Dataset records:
——

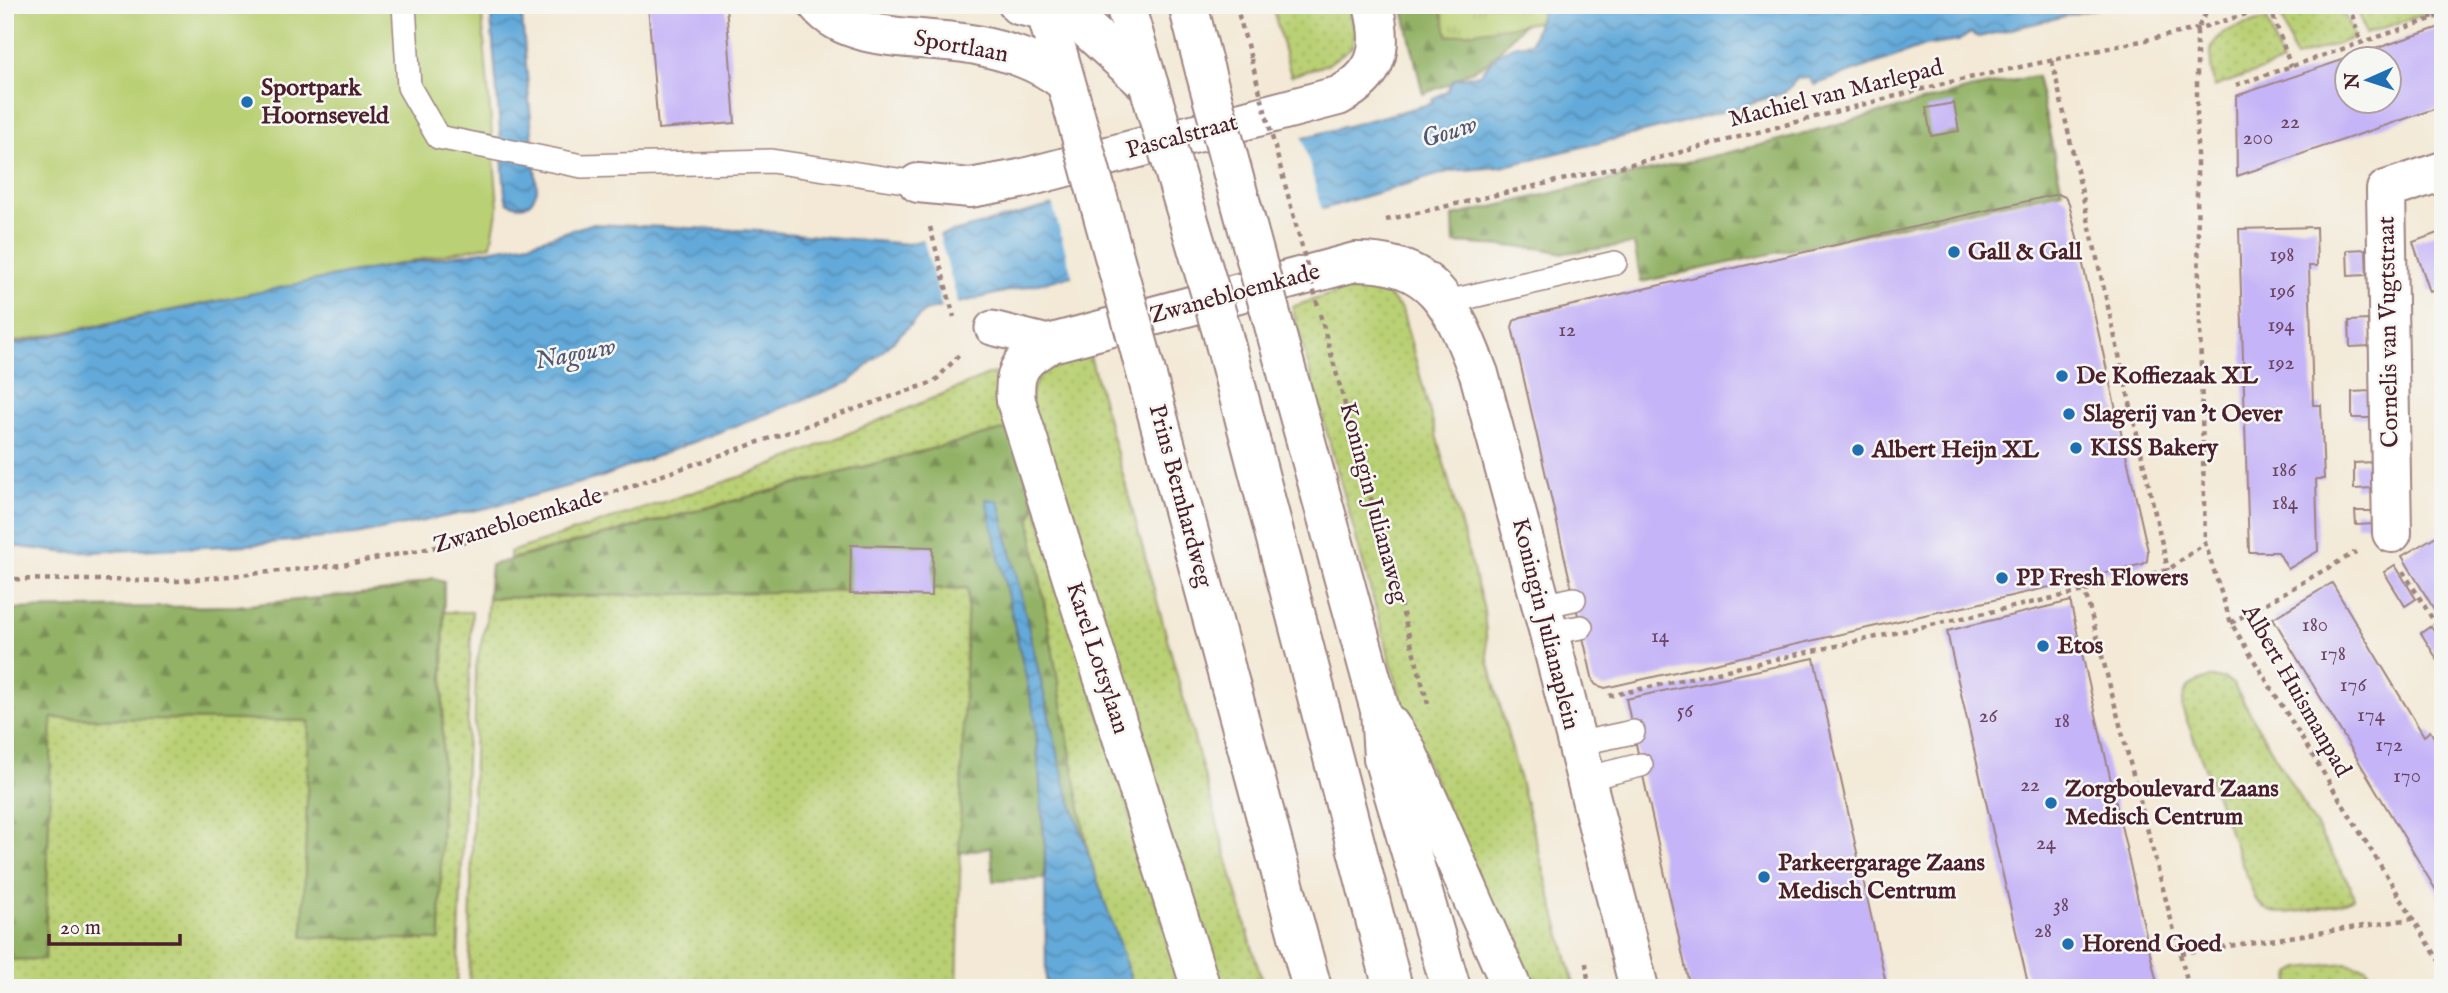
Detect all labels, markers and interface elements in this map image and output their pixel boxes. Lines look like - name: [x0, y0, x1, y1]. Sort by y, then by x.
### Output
- street label: Sportlaan: [911, 23, 1011, 71]
- north arrow: [2332, 46, 2402, 116]
- street label: Machiel van Marlepad: [1726, 52, 1946, 136]
- text: N: [2341, 71, 2365, 91]
- place label: Sportpark Hoornseveld: [261, 73, 390, 132]
- marker: Sportpark Hoornseveld: [239, 94, 255, 110]
- street label: Pascalstraat: [1123, 107, 1241, 167]
- water label: Gouw: [1417, 108, 1481, 156]
- house number: 22: [2280, 109, 2300, 136]
- house number: 200: [2243, 125, 2273, 152]
- street label: Cornelis van Vugtstraat: [2371, 216, 2407, 448]
- place label: Gall & Gall: [1968, 237, 2082, 268]
- house number: 198: [2269, 242, 2295, 269]
- marker: Gall & Gall: [1946, 244, 1962, 260]
- street label: Zwanebloemkade: [1146, 256, 1324, 332]
- house number: 196: [2269, 278, 2296, 305]
- house number: 194: [2267, 312, 2295, 339]
- house number: 12: [1558, 317, 1576, 344]
- water label: Nagouw: [532, 330, 619, 379]
- house number: 192: [2268, 350, 2295, 377]
- place label: De Koffiezaak XL: [2076, 361, 2259, 392]
- marker: De Koffiezaak XL: [2054, 368, 2070, 384]
- street label: Koningin Julianaweg: [1331, 399, 1415, 608]
- place label: Slagerij van 't Oever: [2083, 399, 2283, 430]
- street label: Prins Bernhardweg: [1141, 401, 1220, 592]
- marker: Slagerij van 't Oever: [2061, 406, 2077, 422]
- place label: KISS Bakery: [2090, 433, 2219, 464]
- place label: Albert Heijn XL: [1871, 435, 2040, 466]
- marker: KISS Bakery: [2068, 440, 2084, 456]
- marker: Albert Heijn XL: [1850, 442, 1866, 458]
- house number: 186: [2272, 457, 2298, 484]
- street label: Zwanebloemkade: [430, 481, 606, 561]
- house number: 184: [2272, 490, 2299, 517]
- street label: Koningin Julianaplein: [1504, 515, 1586, 733]
- place label: PP Fresh Flowers: [2016, 563, 2189, 594]
- marker: PP Fresh Flowers: [1994, 570, 2010, 586]
- street label: Karel Lotsylaan: [1058, 578, 1136, 738]
- street label: Albert Huismanpad: [2233, 598, 2358, 783]
- house number: 180: [2302, 612, 2328, 639]
- house number: 14: [1651, 623, 1670, 650]
- place label: Etos: [2057, 631, 2104, 662]
- marker: Etos: [2035, 638, 2051, 654]
- house number: 178: [2320, 641, 2346, 668]
- house number: 176: [2340, 672, 2367, 699]
- house number: 56: [1677, 698, 1694, 725]
- house number: 174: [2357, 702, 2386, 729]
- house number: 26: [1979, 703, 1998, 730]
- house number: 18: [2054, 708, 2070, 735]
- house number: 172: [2375, 732, 2403, 759]
- house number: 170: [2393, 763, 2421, 790]
- house number: 22: [2020, 772, 2040, 799]
- place label: Zorgboulevard Zaans Medisch Centrum: [2065, 774, 2279, 833]
- marker: Zorgboulevard Zaans Medisch Centrum: [2043, 795, 2059, 811]
- house number: 24: [2036, 830, 2057, 857]
- place label: Parkeergarage Zaans Medisch Centrum: [1778, 848, 1986, 907]
- marker: Parkeergarage Zaans Medisch Centrum: [1756, 869, 1772, 885]
- house number: 38: [2053, 892, 2069, 919]
- scale bar: [49, 902, 180, 946]
- text: 20 m: [60, 915, 101, 942]
- house number: 28: [2034, 918, 2052, 945]
- place label: Horend Goed: [2082, 929, 2223, 960]
- marker: Horend Goed: [2060, 936, 2076, 952]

——

→ EXERCISE DIRECTIONS
Scan the records for lines that hold "Albert", and reproduce each one you find.

→ EXERCISE ANSWER
- place label: Albert Heijn XL: [1871, 435, 2040, 466]
- marker: Albert Heijn XL: [1850, 442, 1866, 458]
- street label: Albert Huismanpad: [2233, 598, 2358, 783]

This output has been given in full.